The Big Five: How Food, Hydration, Sleep, Exercise, and Caffeine Affect Your Cognitive Function
Your body is one integrated whole, and it’s easy to see that when you take a look at the relationship between the body and the brain. Your brain, which extends into your entire body through the central nervous system, is affected by everything you do — the food you eat, how much water you drink, your caffeine intake, your sleep schedule, and your daily exercise routine. And by optimizing these factors, you can get your brain into the best shape of its life.
Read on to learn how you can optimize your cognitive performance through food, hydration, exercise, sleep, and even caffeine. Or use the table of contents below to skip ahead to the good part.
Table of Contents
How Food Affects Your Brain
Like the rest of your organs, your brain is a self-repairing structure. An intricate organic maze of cells, it constantly grows and constantly rebuilds. In order to keep up with the demands of human life, it needs a steady supply of raw materials, and it gets these from the food you eat.
When it comes to the effect of food on your brain, two things are important:
- Getting enough vitamins and minerals.
- Getting those calories regularly.
- Getting the right amount of calories (not too much, not too little).

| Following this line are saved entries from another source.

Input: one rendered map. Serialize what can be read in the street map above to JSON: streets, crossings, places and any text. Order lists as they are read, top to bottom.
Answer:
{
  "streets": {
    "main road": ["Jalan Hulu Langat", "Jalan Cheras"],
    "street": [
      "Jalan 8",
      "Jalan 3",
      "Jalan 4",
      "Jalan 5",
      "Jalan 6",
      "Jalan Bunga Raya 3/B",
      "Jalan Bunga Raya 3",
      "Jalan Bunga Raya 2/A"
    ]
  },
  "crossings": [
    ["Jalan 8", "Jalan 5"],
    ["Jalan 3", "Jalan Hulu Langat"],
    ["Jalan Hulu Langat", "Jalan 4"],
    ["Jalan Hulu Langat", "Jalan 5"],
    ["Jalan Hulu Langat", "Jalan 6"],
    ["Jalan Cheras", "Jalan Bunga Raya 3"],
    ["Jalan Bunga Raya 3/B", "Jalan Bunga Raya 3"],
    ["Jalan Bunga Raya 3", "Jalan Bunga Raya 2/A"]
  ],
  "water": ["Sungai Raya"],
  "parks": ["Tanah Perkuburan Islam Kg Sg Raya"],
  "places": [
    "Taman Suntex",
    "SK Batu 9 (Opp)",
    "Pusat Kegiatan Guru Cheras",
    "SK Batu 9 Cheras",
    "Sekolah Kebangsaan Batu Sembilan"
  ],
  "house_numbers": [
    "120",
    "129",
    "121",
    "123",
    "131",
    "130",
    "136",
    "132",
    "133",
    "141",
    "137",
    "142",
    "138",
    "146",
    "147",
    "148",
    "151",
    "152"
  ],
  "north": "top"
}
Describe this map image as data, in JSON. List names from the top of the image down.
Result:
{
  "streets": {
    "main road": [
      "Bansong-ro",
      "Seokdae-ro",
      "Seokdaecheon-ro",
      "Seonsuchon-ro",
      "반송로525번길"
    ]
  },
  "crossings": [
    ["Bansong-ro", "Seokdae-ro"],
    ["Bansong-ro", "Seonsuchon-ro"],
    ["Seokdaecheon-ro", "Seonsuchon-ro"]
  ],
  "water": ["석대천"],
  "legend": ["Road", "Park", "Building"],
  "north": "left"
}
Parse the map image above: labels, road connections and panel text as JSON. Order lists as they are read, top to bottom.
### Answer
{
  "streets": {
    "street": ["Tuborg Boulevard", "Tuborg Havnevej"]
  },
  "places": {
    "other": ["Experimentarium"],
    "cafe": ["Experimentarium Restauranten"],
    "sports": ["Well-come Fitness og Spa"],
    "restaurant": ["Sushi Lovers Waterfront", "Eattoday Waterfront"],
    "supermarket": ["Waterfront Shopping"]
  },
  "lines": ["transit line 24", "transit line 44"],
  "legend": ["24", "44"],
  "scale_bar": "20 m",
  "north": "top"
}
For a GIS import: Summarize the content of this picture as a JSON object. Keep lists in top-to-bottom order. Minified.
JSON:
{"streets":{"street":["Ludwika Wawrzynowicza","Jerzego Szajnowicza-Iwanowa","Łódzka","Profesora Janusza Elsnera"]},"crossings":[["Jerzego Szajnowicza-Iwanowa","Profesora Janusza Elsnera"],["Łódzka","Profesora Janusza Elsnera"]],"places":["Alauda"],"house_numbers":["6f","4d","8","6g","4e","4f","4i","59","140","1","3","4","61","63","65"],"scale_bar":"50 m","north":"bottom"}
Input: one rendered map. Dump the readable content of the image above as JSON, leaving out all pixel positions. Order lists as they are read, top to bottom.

Slipping up on any of these three things can hurt your cognitive performance. Let’s dive into the details.
Vitamins and minerals: what happens without them?
Essential vitamins and minerals are called “essential” for a reason: without them, the body and brain fail to do essential tasks, and you develop serious diseases. However, certain vitamins and minerals have specific effects on how your brain functions.
For example, thiamine (B1), riboflavin (B2), and niacin (B3), and folates are said to improve abstract thought, and vitamin C improves performance in visuospatial tasks (think hand-eye coordination).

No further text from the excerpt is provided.